■ **TASK STATEMENT**: Exclude the images, then return every line below exactly as written.

········

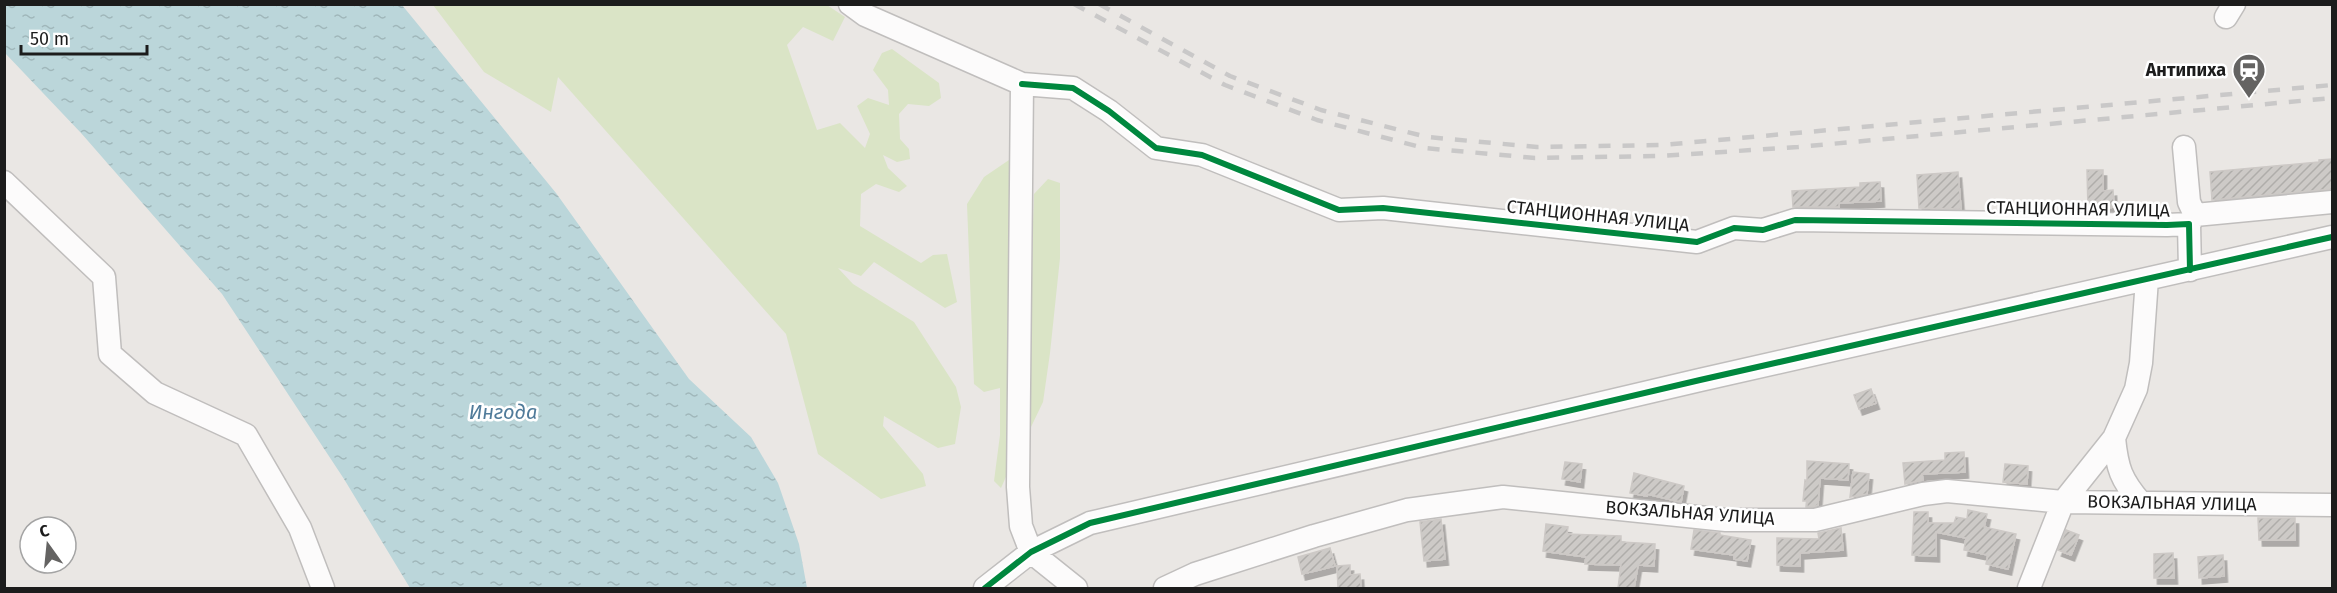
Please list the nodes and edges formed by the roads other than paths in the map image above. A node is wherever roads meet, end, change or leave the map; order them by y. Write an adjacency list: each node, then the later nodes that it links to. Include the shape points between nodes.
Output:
1 (849, 4): 2 (street, СТАНЦИОННАЯ УЛИЦА, via 865,15)
2 (1022, 84): 6 (street, СТАНЦИОННАЯ УЛИЦА, via 1072,88 1156,148 1202,155 1339,210 1383,208 1697,242 1734,228 1763,230 1795,220 2167,225); 14 (street, via 1018,487 1021,526)
3 (2184, 147): 6 (street)
4 (4, 182): 15 (street, via 104,277 110,354 155,393 246,435 300,528)
5 (2332, 202): 6 (street)
6 (2192, 219): 8 (street, СТАНЦИОННАЯ УЛИЦА)
7 (2332, 237): 8 (street)
8 (2190, 270): 9 (street)
9 (2146, 279): 10 (street, via 2136,389); 14 (street, via 1090,523)
10 (2114, 438): 11 (street); 12 (street, via 2117,466)
11 (2063, 502): 12 (street, ВОКЗАЛЬНАЯ УЛИЦА); 18 (street, ВОКЗАЛЬНАЯ УЛИЦА, via 1947,491 1815,520 1726,520 1503,497 1407,510 1195,574); 19 (street)
12 (2141, 503): 13 (street, ВОКЗАЛЬНАЯ УЛИЦА)
13 (2332, 505)
14 (1031, 552): 16 (street); 17 (street)
15 (323, 588)
16 (985, 588)
17 (1076, 588)
18 (1165, 588)
19 (2029, 588)

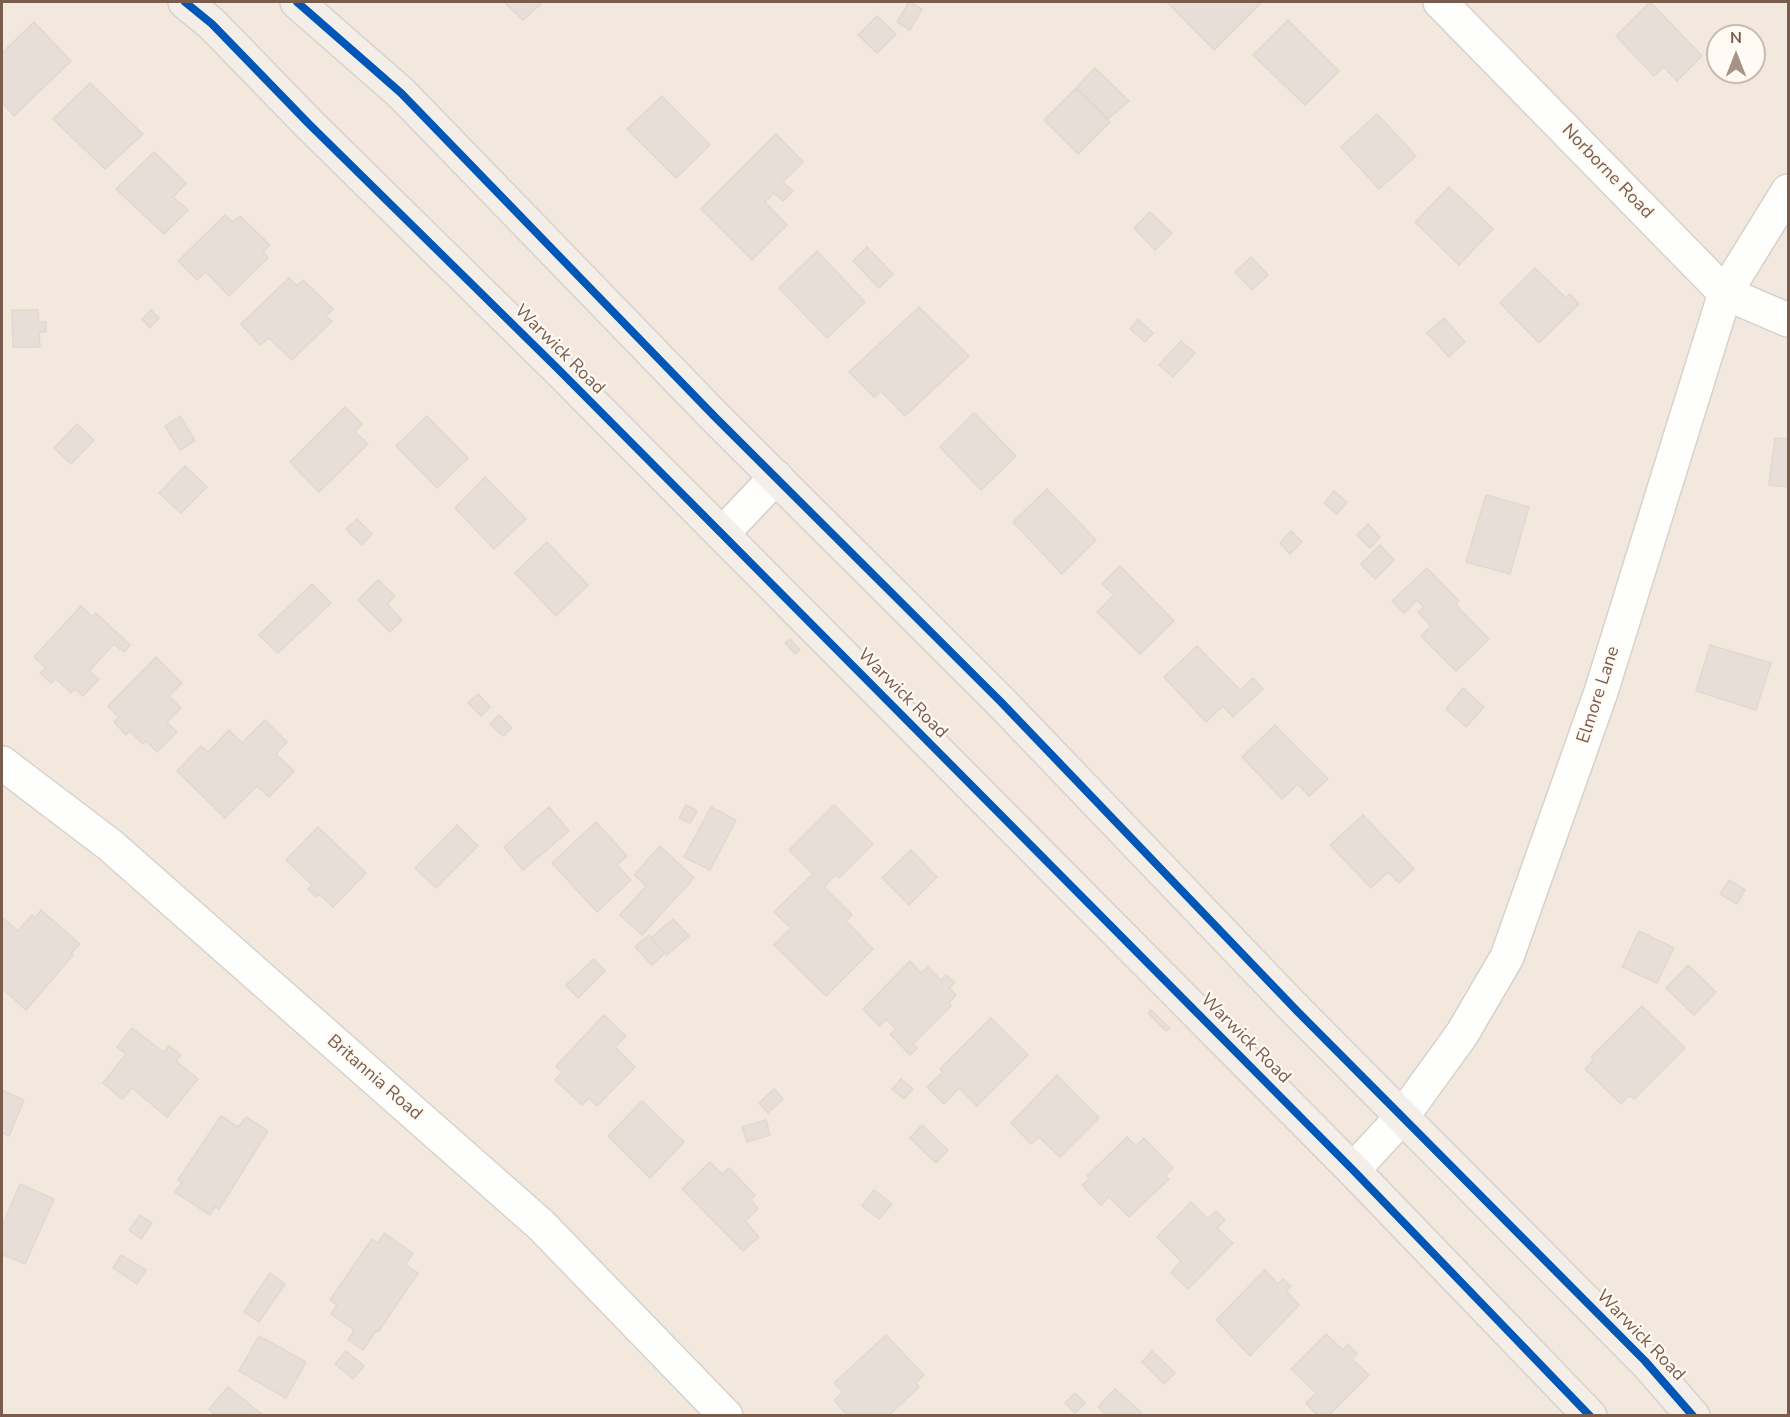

········

■ **SOLUTION TO THIS PROBLEM**:
Please list the nodes and edges formed by the roads other than paths in the map image above. A node is wherever roads meet, end, change or leave the map; order them by y. Write an adjacency list: each node, then the later nodes that it links to. Include the shape points between nodes.
Output:
1 (849, 4): 2 (street, СТАНЦИОННАЯ УЛИЦА, via 865,15)
2 (1022, 84): 6 (street, СТАНЦИОННАЯ УЛИЦА, via 1072,88 1156,148 1202,155 1339,210 1383,208 1697,242 1734,228 1763,230 1795,220 2167,225); 14 (street, via 1018,487 1021,526)
3 (2184, 147): 6 (street)
4 (4, 182): 15 (street, via 104,277 110,354 155,393 246,435 300,528)
5 (2332, 202): 6 (street)
6 (2192, 219): 8 (street, СТАНЦИОННАЯ УЛИЦА)
7 (2332, 237): 8 (street)
8 (2190, 270): 9 (street)
9 (2146, 279): 10 (street, via 2136,389); 14 (street, via 1090,523)
10 (2114, 438): 11 (street); 12 (street, via 2117,466)
11 (2063, 502): 12 (street, ВОКЗАЛЬНАЯ УЛИЦА); 18 (street, ВОКЗАЛЬНАЯ УЛИЦА, via 1947,491 1815,520 1726,520 1503,497 1407,510 1195,574); 19 (street)
12 (2141, 503): 13 (street, ВОКЗАЛЬНАЯ УЛИЦА)
13 (2332, 505)
14 (1031, 552): 16 (street); 17 (street)
15 (323, 588)
16 (985, 588)
17 (1076, 588)
18 (1165, 588)
19 (2029, 588)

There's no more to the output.